By Peter Schroeder and Vicki Needham - 03/24/14 08:29 AM EDT
Congress returns this week with an aid package for Ukraine still up in the air.
Progress on Ukraine legislation in the Senate was slowed earlier this month when some Republicans opposed the inclusion of a provision that would authorize reforms to the International Monetary Fund (IMF).
The Senate bill easily advanced out of committee on March 12 and is likely to pass the full chamber, but is now facing competition from rival legislation in the House.
On Friday, House Republicans unveiled a Ukraine bill that does not include the IMF language, setting up a confrontation with the Senate that will need to be resolved before the U.S. can provide more help to Ukraine.
Treasury Secretary Jack Lew was slated to testify before the House Financial Services Committee Wednesday, with the IMF likely a major topic of debate. The Obama administration has long pushed to get the IMF authorization passed, which would shift funds at the international body and finalize reforms it agreed to in 2010.
But that testimony is now in doubt, as Lew is slated to have undergo a surgical procedure this week, likely keeping him out of commission until next week.
One day before Lew’s scheduled testimony, the House panel will be discussing the dangers posed by the national debt. A number of budget experts will be on hand to testify, and the committee plans to hold several hearings on the matter in the coming months.

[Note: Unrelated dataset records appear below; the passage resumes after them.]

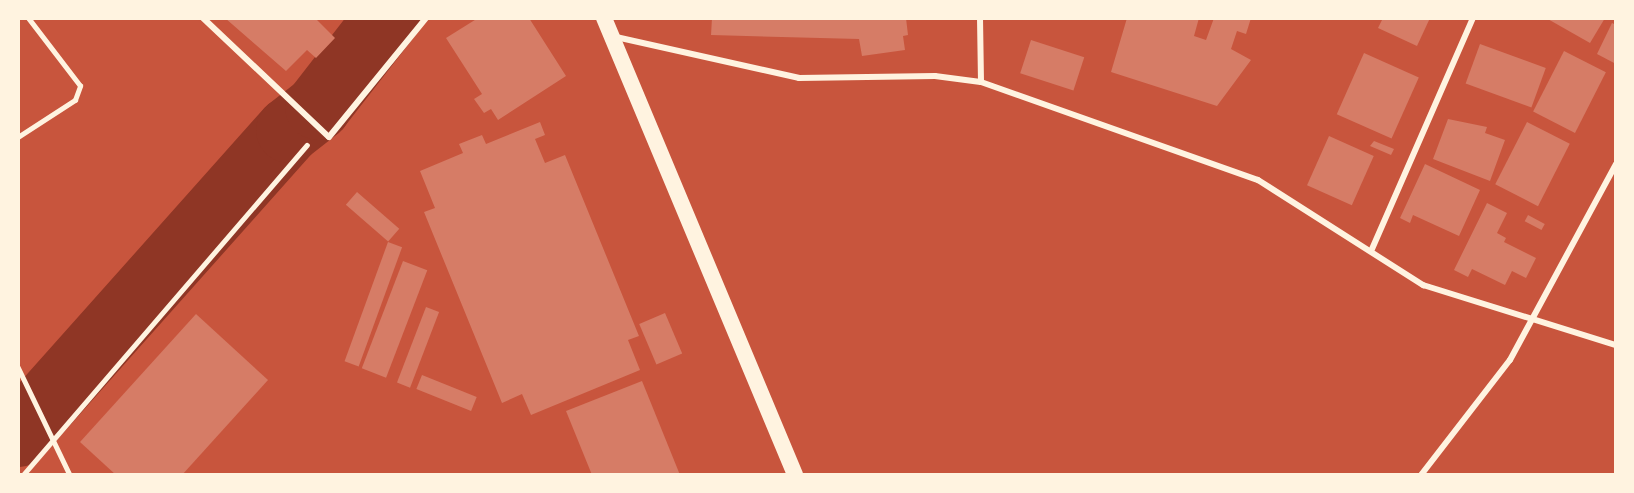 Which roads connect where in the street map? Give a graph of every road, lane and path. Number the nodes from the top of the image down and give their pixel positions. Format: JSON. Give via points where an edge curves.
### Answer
{"nodes":[{"id":1,"x":28,"y":18,"type":"edge"},
{"id":2,"x":202,"y":18,"type":"edge"},
{"id":3,"x":426,"y":18,"type":"edge"},
{"id":4,"x":604,"y":18,"type":"edge"},
{"id":5,"x":980,"y":18,"type":"edge"},
{"id":6,"x":1473,"y":18,"type":"edge"},
{"id":7,"x":612,"y":36,"type":"junction"},
{"id":8,"x":981,"y":82,"type":"junction"},
{"id":9,"x":18,"y":137,"type":"edge"},
{"id":10,"x":308,"y":145,"type":"dead end"},
{"id":11,"x":1616,"y":164,"type":"edge"},
{"id":12,"x":1371,"y":249,"type":"junction"},
{"id":13,"x":1532,"y":316,"type":"junction"},
{"id":14,"x":1616,"y":345,"type":"edge"},
{"id":15,"x":18,"y":367,"type":"edge"},
{"id":16,"x":51,"y":445,"type":"junction"},
{"id":17,"x":23,"y":475,"type":"edge"},
{"id":18,"x":70,"y":475,"type":"edge"},
{"id":19,"x":795,"y":475,"type":"edge"},
{"id":20,"x":1422,"y":475,"type":"edge"}],
"edges":[{"from":1,"to":9,"type":"lane","via":[[80,86],[75,100]]},
{"from":2,"to":3,"type":"street","via":[[329,137]]},
{"from":4,"to":7,"type":"highway"},
{"from":5,"to":8,"type":"street"},
{"from":6,"to":12,"type":"street"},
{"from":7,"to":8,"type":"street","via":[[799,78],[935,76]]},
{"from":7,"to":19,"type":"highway"},
{"from":8,"to":12,"type":"street","via":[[1258,180]]},
{"from":10,"to":16,"type":"lane"},
{"from":11,"to":13,"type":"street"},
{"from":12,"to":13,"type":"street","via":[[1423,285]]},
{"from":13,"to":14,"type":"street"},
{"from":13,"to":20,"type":"street","via":[[1510,360]]},
{"from":15,"to":16,"type":"lane","via":[[32,388]]},
{"from":16,"to":17,"type":"lane"},
{"from":16,"to":18,"type":"lane"}]}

The Senate also is scheduled to take up and likely pass a bipartisan unemployment benefits measure that would restore a program that lapsed nearly three months ago.

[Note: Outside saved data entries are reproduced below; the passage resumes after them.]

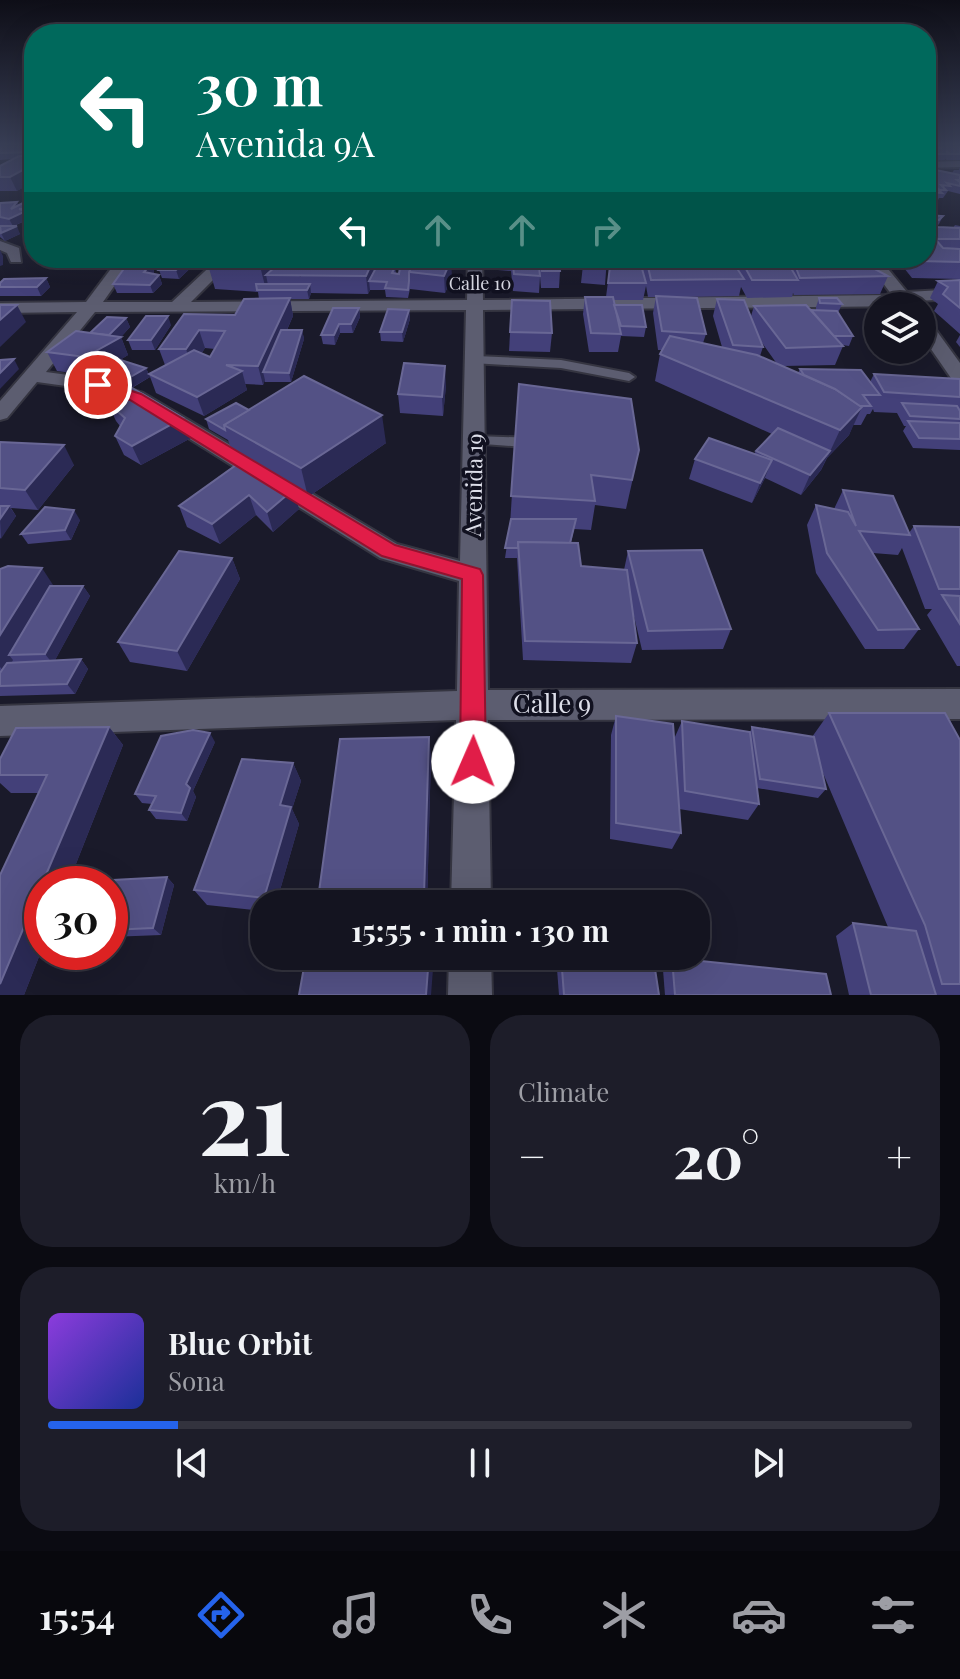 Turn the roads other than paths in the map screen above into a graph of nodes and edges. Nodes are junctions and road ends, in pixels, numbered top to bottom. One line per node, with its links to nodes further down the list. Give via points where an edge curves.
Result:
1 (0, 245): 2 (street, via 14,251)
2 (16, 259)
3 (120, 268): 13 (street)
4 (217, 268): 12 (street)
5 (475, 268): 11 (street, Avenida 19)
6 (879, 268): 7 (street)
7 (899, 292)
8 (960, 294): 9 (street, Calle 10)
9 (936, 298)
10 (864, 302): 11 (street, Calle 10)
11 (476, 304): 12 (street, Calle 10); 16 (street, Avenida 19)
12 (177, 306): 13 (street, Calle 10)
13 (91, 307): 14 (street, Calle 10); 17 (street)
14 (0, 308)
15 (936, 343): 19 (street)
16 (476, 360): 18 (lane, via 561,364); 21 (street, Avenida 19)
17 (35, 376): 20 (street); 23 (street, via 98,385 136,397 389,551)
18 (629, 377)
19 (960, 377)
20 (0, 414)
21 (475, 440): 22 (lane); 23 (street, Avenida 19)
22 (554, 444)
23 (473, 575): 25 (street, Avenida 19)
24 (960, 704): 25 (street, Calle 9)
25 (474, 705): 26 (street, Calle 9); 27 (street, Avenida 19)
26 (0, 721)
27 (471, 890)
28 (470, 970): 29 (street)
29 (470, 995)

Its fate in the House is uncertain, with Speaker John Boehner (R-Ohio) saying a state trade group representing unemployment insurance directors called the bill “unworkable.”
President Obama heads to Brussels for a U.S.-European Union summit to discuss trade issues with top European Union officials, though the situation in Ukraine is expected to lead the agenda.

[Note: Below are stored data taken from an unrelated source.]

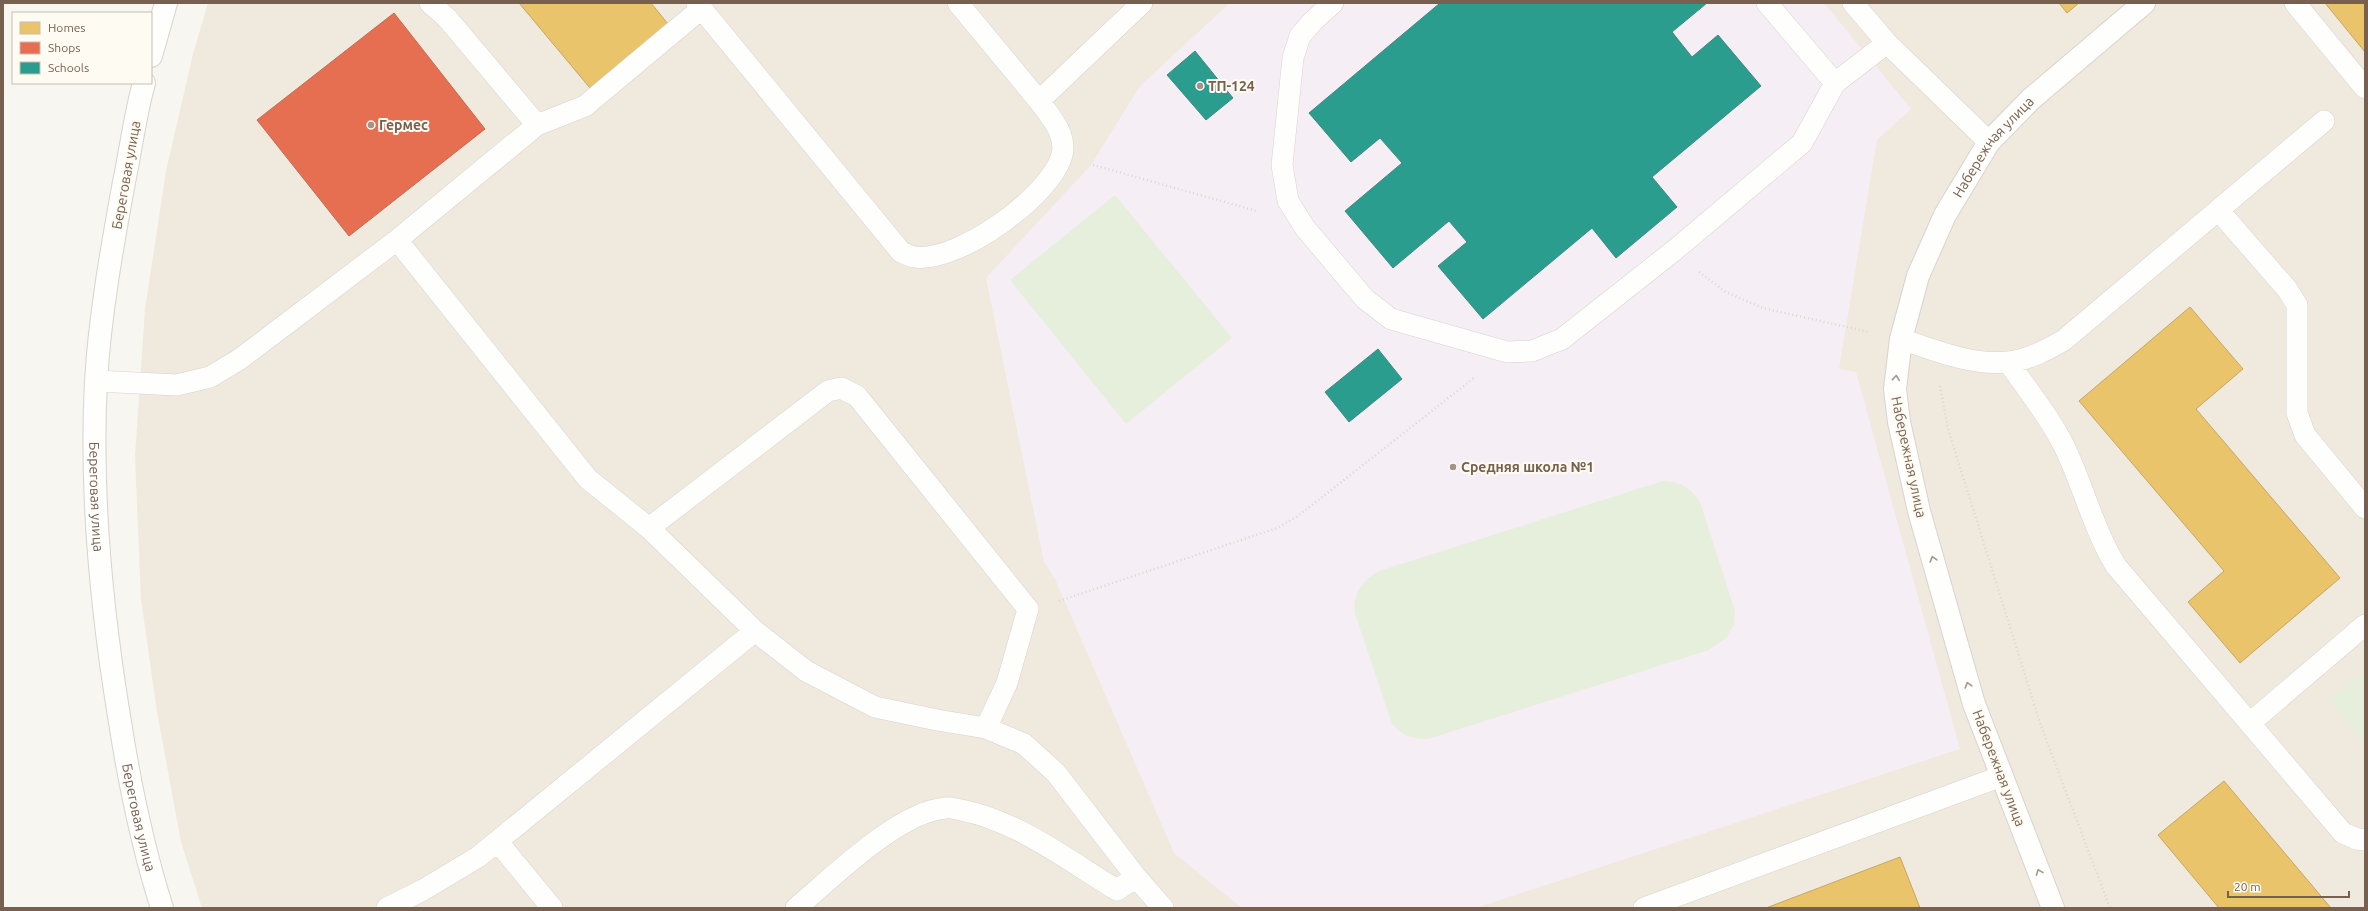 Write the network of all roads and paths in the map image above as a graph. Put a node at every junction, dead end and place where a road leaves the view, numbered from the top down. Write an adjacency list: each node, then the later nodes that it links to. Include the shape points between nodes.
1 (166, 3): 12 (street)
2 (430, 3): 18 (lane, via 447,18)
3 (958, 3): 16 (lane)
4 (1142, 3): 16 (lane)
5 (1334, 3): 21 (lane, via 1300,36 1293,58 1282,165)
6 (1767, 3): 13 (lane)
7 (1853, 3): 11 (lane)
8 (2144, 3): 19 (street, Набережная улица, via 2031,99)
9 (2295, 3): 15 (lane)
10 (699, 6): 18 (lane, via 585,106); 20 (lane, via 901,252 916,257 939,255 962,248 981,238 1040,190)
11 (1887, 43): 13 (lane); 19 (lane)
12 (152, 52)
13 (1835, 83): 24 (lane, via 1802,143)
14 (144, 84): 29 (street, Береговая улица, via 105,294)
15 (2365, 88)
16 (1039, 101): 20 (lane, via 1058,126)
17 (2324, 121): 22 (lane)
18 (537, 125): 23 (lane)
19 (1989, 142): 25 (street, Набережная улица, via 1945,215 1918,276)
20 (1062, 156): 21 (path, via 1257,212)
21 (1288, 201): 27 (lane, via 1305,228 1365,298 1391,319)
22 (2219, 211): 28 (lane, via 2064,340 2041,353); 30 (lane, via 2287,289 2296,305 2297,413 2305,435)
23 (397, 240): 29 (lane, via 240,359 210,377 177,385); 31 (lane, via 588,479)
24 (1676, 249): 25 (path, via 1696,270 1726,292 1763,308); 27 (lane, via 1562,339 1532,352)
25 (1901, 339): 26 (lane); 37 (street, Набережная улица, one-way to 25, via 1974,704 1919,511 1899,422 1895,389)
26 (1933, 350): 28 (lane, via 1980,361); 48 (path, via 1948,428 2041,726)
27 (1507, 352): 32 (path, via 1298,516 1277,528 1063,600)
28 (2008, 362): 35 (lane, via 2064,446 2106,548 2116,566)
29 (96, 381): 41 (street, Береговая улица, via 95,462 108,653 127,767 150,872)
30 (2365, 508)
31 (649, 528): 32 (lane, via 828,391 841,388 857,396); 34 (lane)
32 (1028, 609): 36 (lane, via 1007,683)
33 (2365, 625): 35 (lane)
34 (755, 631): 36 (lane, via 806,671 875,707); 39 (lane)
35 (2250, 723): 38 (lane, via 2343,833)
36 (986, 728): 40 (lane, via 1024,744 1056,773)
37 (2002, 776): 46 (lane); 47 (street, Набережная улица, one-way to 37)
38 (2365, 840)
39 (498, 842): 42 (lane, via 423,890); 43 (lane)
40 (1136, 877): 44 (lane, via 1117,890 1030,836 976,813 946,807 912,818 886,833); 45 (lane)
41 (162, 908)
42 (387, 908)
43 (552, 908)
44 (796, 908)
45 (1163, 908)
46 (1644, 908)
47 (2053, 908)
48 (2110, 908)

His trip will include a visit to NATO headquarters.
Appropriators will be busy again next week, as they continue to process the funding requests for the federal government.
In the House, appropriators will hear from top Obama officials on funding needs for the Department of Interior, the Food and Drug Administration, the Federal Communications Commission and the Transportation Security Administration, among several other agencies.
The Senate Banking Committee has a light week, with just a subcommittee hearing Wednesday on whether alternative financial products are getting the job done for consumers.